[Start of section]

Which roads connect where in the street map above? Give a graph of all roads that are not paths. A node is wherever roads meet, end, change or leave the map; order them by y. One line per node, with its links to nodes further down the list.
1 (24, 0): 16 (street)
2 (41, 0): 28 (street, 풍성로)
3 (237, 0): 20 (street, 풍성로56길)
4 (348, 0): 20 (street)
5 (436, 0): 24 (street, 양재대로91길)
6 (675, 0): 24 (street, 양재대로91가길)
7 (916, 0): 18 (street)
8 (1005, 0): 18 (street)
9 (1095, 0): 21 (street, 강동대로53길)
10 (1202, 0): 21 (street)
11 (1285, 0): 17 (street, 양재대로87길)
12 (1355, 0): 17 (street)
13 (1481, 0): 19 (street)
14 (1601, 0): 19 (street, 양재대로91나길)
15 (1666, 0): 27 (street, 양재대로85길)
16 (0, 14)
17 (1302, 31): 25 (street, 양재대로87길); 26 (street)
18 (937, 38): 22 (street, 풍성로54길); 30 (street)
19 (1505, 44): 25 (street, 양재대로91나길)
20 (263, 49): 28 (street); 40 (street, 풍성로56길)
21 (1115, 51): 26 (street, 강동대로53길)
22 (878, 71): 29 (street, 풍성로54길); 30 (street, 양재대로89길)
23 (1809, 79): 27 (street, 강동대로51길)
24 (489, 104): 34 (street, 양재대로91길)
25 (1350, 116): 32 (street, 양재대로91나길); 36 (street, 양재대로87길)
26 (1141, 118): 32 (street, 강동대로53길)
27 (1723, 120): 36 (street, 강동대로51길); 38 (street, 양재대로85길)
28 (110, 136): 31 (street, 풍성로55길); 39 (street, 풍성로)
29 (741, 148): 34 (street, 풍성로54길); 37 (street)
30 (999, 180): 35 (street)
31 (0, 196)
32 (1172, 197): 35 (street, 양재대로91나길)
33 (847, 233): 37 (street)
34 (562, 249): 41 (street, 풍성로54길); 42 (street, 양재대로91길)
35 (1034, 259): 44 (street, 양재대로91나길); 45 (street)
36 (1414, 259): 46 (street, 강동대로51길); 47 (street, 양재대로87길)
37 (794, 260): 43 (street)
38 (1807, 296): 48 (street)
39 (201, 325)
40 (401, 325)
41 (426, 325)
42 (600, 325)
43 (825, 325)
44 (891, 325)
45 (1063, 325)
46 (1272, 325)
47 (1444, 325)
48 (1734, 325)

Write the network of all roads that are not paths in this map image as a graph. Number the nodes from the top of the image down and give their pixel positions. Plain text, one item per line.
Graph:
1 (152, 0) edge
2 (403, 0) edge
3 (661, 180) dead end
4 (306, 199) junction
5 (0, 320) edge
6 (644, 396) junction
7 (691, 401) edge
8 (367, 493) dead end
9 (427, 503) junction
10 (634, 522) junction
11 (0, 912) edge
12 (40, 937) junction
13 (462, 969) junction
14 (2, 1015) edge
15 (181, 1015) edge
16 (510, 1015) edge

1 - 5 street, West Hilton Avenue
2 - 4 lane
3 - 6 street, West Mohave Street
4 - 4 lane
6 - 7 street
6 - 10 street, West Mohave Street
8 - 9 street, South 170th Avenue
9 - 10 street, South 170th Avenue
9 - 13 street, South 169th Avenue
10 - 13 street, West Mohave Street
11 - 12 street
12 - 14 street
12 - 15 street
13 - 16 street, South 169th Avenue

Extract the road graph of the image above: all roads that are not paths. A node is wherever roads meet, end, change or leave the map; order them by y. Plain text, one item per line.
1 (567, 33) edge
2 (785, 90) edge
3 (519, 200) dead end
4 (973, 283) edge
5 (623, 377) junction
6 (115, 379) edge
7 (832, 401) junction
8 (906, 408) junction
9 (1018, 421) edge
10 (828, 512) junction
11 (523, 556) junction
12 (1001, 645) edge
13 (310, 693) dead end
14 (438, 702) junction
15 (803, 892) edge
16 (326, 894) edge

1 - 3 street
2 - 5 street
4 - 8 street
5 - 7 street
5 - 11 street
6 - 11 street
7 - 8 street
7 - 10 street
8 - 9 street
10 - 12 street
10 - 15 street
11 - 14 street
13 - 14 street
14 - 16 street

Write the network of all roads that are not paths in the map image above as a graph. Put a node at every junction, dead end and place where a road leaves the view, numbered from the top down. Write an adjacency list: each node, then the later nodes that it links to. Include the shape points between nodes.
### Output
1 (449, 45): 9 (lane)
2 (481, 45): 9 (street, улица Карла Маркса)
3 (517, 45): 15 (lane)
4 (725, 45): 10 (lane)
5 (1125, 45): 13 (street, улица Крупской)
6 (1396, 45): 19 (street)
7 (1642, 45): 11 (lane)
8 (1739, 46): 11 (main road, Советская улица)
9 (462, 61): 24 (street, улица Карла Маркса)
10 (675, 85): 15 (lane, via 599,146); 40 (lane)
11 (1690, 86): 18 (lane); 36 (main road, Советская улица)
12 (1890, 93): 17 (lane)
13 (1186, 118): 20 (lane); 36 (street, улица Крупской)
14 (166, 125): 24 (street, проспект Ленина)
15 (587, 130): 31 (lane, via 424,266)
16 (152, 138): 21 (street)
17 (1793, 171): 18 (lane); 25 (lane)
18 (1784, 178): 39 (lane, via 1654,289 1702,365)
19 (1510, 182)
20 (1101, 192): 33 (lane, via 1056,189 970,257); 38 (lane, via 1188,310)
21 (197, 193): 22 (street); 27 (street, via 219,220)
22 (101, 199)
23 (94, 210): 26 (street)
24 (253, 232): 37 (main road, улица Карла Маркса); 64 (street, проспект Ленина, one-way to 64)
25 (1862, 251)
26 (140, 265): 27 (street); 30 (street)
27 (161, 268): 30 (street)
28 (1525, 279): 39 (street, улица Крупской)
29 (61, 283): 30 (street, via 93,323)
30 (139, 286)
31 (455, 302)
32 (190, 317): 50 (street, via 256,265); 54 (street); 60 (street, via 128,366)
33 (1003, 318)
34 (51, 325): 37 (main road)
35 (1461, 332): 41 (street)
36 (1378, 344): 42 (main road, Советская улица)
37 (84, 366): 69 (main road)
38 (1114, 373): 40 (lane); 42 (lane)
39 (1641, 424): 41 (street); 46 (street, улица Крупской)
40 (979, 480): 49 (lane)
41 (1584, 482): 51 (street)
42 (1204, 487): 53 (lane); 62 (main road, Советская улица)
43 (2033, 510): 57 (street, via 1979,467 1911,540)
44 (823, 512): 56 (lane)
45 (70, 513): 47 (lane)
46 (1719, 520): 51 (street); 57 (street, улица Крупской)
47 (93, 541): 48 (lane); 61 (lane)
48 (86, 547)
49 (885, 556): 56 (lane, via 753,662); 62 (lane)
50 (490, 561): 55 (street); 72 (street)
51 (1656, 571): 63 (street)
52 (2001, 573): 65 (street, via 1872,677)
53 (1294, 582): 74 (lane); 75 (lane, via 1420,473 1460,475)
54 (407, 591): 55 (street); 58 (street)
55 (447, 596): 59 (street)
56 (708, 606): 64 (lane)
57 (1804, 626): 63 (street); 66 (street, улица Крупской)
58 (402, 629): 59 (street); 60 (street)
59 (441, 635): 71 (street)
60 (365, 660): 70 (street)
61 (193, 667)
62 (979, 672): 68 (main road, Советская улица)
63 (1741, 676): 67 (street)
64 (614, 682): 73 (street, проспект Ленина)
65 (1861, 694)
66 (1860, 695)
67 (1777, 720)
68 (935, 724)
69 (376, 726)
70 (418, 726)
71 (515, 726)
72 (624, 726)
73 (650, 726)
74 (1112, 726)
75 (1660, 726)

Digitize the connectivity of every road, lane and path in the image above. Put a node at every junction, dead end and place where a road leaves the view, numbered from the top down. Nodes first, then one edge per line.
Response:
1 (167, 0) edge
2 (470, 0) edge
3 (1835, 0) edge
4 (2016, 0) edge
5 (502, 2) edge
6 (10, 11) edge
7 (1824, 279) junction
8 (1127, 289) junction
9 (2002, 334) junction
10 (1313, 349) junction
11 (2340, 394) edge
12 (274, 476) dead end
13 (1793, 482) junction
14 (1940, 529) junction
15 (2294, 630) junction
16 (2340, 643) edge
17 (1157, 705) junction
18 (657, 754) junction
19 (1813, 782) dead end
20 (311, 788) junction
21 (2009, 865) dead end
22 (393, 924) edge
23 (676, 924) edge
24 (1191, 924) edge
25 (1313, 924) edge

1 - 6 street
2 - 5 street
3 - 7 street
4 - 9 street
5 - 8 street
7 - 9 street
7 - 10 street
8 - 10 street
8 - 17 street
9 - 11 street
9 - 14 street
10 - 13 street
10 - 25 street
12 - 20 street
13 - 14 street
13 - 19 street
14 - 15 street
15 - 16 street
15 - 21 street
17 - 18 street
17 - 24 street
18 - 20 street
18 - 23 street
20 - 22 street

[End of section]

## TASK ITEM
Search the records above for "order". Copy each line where it is found.

## TASK RESPONSE
Which roads connect where in the street map above? Give a graph of all roads that are not paths. A node is wherever roads meet, end, change or leave the map; order them by y. One line per node, with its links to nodes further down the list.
Extract the road graph of the image above: all roads that are not paths. A node is wherever roads meet, end, change or leave the map; order them by y. Plain text, one item per line.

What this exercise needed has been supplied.